III –   La question préjudicielle

16.      Le Bundesfinanzhof, en prémisse à l’argumentation contenue dans sa décision de renvoi, considère que M. Harbs, malgré l’affermage litigieux, a gardé la qualité de producteur agricole au sens de l’article 25 de la sixième directive, puisqu’il a poursuivi l’exploitation de la partie de son domaine non donnée à bail, qui est relativement importante.

17.      En ce qui concerne le régime de TVA applicable, le Bundesfinanzhof estime, d’une part, que l’application à ce producteur agricole de deux régimes différents, à savoir le régime commun forfaitaire pour son exploitation en propre et le régime normal pour l’affermage en cause, pourrait apparaître comme contraire à l’objectif de simplification qui sous‑tend l’article 25 de la sixième directive.

18.      Le Bundesfinanzhof expose, d’autre part, qu’il éprouve des doutes sur le point de savoir si cet affermage peut être considéré comme une «prestation de services agricoles» au sens de l’article 25 de la sixième directive.
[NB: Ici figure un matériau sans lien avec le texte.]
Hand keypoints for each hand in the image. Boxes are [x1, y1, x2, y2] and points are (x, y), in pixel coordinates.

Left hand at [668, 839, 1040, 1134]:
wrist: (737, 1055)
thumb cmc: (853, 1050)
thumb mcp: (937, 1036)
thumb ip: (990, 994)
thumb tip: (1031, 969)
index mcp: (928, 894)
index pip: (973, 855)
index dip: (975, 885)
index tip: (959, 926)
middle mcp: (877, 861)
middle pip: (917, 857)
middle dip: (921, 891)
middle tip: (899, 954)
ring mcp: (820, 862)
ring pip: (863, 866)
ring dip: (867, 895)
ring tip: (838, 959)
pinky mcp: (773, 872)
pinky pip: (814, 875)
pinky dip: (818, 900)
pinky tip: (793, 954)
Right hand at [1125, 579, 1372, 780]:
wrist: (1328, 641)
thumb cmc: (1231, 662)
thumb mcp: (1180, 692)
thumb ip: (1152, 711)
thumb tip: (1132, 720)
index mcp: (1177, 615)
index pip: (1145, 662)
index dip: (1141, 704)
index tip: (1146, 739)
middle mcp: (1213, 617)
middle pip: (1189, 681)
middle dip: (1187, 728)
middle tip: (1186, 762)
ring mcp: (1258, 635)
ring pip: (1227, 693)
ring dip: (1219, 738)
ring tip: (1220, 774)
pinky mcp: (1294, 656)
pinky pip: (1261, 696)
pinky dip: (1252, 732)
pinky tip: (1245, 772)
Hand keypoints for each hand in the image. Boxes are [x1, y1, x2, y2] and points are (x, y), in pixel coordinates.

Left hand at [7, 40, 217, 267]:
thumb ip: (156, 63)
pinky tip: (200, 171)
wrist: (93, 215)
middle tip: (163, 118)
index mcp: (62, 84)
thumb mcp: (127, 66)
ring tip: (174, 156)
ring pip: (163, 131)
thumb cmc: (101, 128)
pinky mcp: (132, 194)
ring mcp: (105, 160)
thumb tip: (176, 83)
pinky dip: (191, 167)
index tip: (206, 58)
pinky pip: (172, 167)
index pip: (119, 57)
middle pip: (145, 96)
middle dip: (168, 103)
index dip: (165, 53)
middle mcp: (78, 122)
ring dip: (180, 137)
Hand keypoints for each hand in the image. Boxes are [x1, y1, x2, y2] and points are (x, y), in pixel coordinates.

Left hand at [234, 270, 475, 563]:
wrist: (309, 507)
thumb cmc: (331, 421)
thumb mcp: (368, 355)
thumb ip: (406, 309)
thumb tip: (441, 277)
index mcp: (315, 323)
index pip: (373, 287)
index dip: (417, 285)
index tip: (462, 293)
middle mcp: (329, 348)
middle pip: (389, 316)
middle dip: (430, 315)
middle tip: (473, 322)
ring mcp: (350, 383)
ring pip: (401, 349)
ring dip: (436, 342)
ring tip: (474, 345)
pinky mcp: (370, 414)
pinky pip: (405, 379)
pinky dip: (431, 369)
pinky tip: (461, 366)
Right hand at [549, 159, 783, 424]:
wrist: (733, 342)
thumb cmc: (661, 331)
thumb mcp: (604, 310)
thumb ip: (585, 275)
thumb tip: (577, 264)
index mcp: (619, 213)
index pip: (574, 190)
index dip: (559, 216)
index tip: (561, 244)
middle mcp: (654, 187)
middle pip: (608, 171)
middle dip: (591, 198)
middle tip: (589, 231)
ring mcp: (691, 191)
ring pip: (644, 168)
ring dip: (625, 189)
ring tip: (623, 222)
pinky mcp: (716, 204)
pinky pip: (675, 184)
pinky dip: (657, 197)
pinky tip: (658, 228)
En outre, dans l’hypothèse où ledit affermage ne relèverait pas du régime commun forfaitaire, il se demande si, eu égard à l’esprit et à la finalité de l’article 25 de la sixième directive, les revenus correspondant à cet affermage ne doivent pas être entièrement exonérés, de sorte que, comme le produit de la cession d’une machine agricole usagée, ils ne feraient l’objet d’une taxation ni dans le cadre du régime commun forfaitaire ni dans celui du régime général.

19.      C’est pourquoi le Bundesfinanzhof a décidé de surseoir à statuer et de poser à la Cour la question préjudicielle suivante:

«Le propriétaire d’une exploitation agricole

qui abandonne une partie de son exploitation (celle afférente à l’ensemble du cheptel laitier), qui donne à ferme les biens économiques nécessaires à cet effet à un autre agriculteur, et

qui continue dans une mesure non négligeable, même après l’affermage, une activité en qualité d’’agriculteur’

peut‑il faire relever le produit de l’affermage – comme le reste de son chiffre d’affaires – du régime commun forfaitaire des producteurs agricoles prévu à l’article 25 de la [sixième directive], ou la part de chiffre d’affaires afférente à l’affermage doit‑elle être soumise au régime général en matière de taxe sur le chiffre d’affaires?»

IV –   Appréciation

20.      Par sa question préjudicielle, le Bundesfinanzhof demande, en substance, si l’article 25 de la sixième directive doit être interprété en ce sens qu’un producteur agricole qui a donné en fermage une partie des éléments de son exploitation agricole et qui continue son activité d’agriculteur avec le reste de celle-ci, activité pour laquelle il est assujetti au régime commun forfaitaire prévu à cet article, peut faire relever le produit de l’affermage de ce régime commun forfaitaire, ou bien si le produit de cet affermage doit être soumis au régime général en matière de TVA.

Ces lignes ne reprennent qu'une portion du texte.